Study of curing kinetics and thermal stability of epoxy nanocomposites in the presence of silica nanoparticles

Epoxy resin is used as a wind turbine, coating, adhesive and base material for composites and is widely used in automotive, electronics, and construction industries. Modification of the surface of epoxy nanocomposites in the presence of silica nanoparticles, due to increased adhesion and covalent bonding, increases the impact strength and Also, by adding silica nanoparticles to epoxy resin, the Young's modulus increases linearly, which is due to the increase in nanoparticle dispersion and reduced stress concentration. By adding silica nanoparticles to epoxy resin, the maximum heat flow temperature decreases and the curing rate increases, and also causes the heat flow curve of epoxy nanocomposite to be wider. The presence of silica nanoparticles reduces the activation energy and silica nanoparticles act as a catalyst in the curing reaction with epoxy resin.
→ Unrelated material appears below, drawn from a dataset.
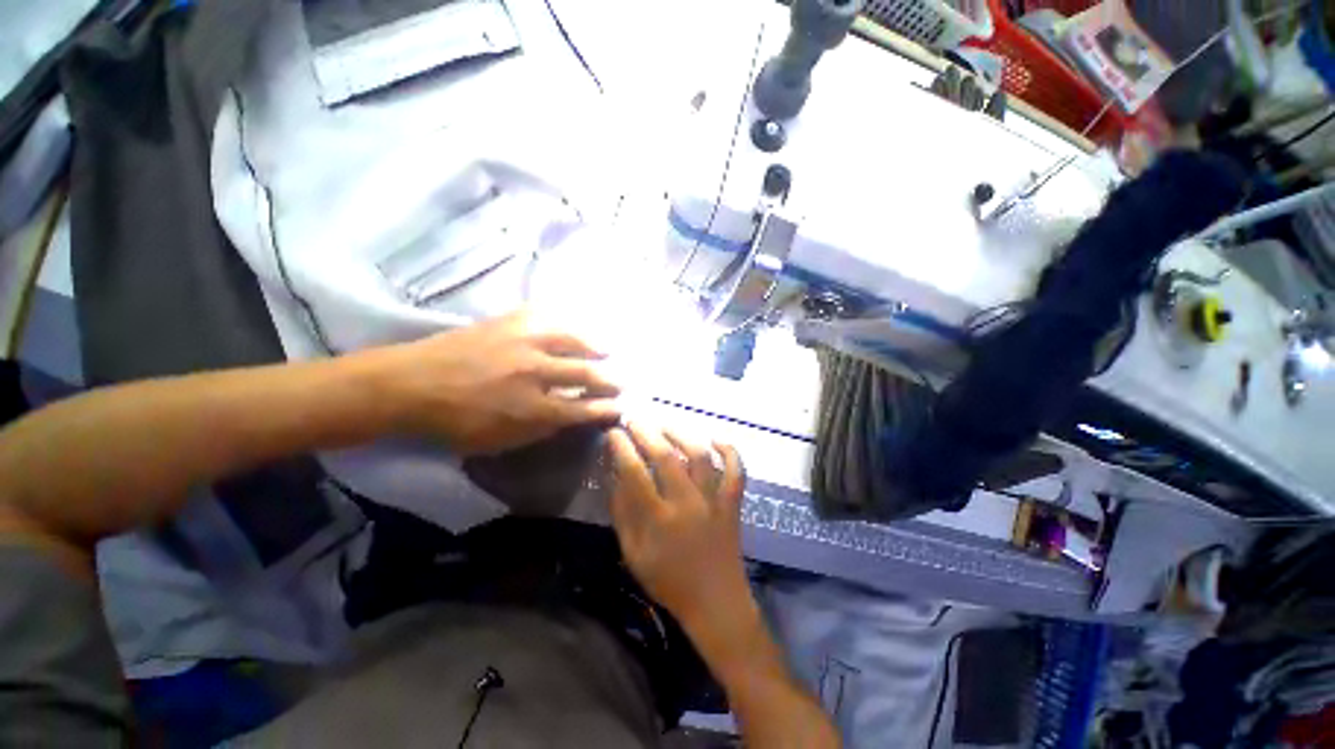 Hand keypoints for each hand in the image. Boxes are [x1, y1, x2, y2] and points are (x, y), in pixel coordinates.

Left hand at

Two important factors in reducing the thermal degradation of epoxy nanocomposites are proper dispersion of nanoparticles and non-agglomeration. Silica nanoparticles increase the maximum temperature of thermal degradation, thermal stability and the percentage of residual char. In this research, the modeling of curing kinetics of epoxy nanocomposites on morphology, rheological and mechanical properties, activation energy, curing degree, heat flow and investigation of thermal stability and thermal degradation has been reported.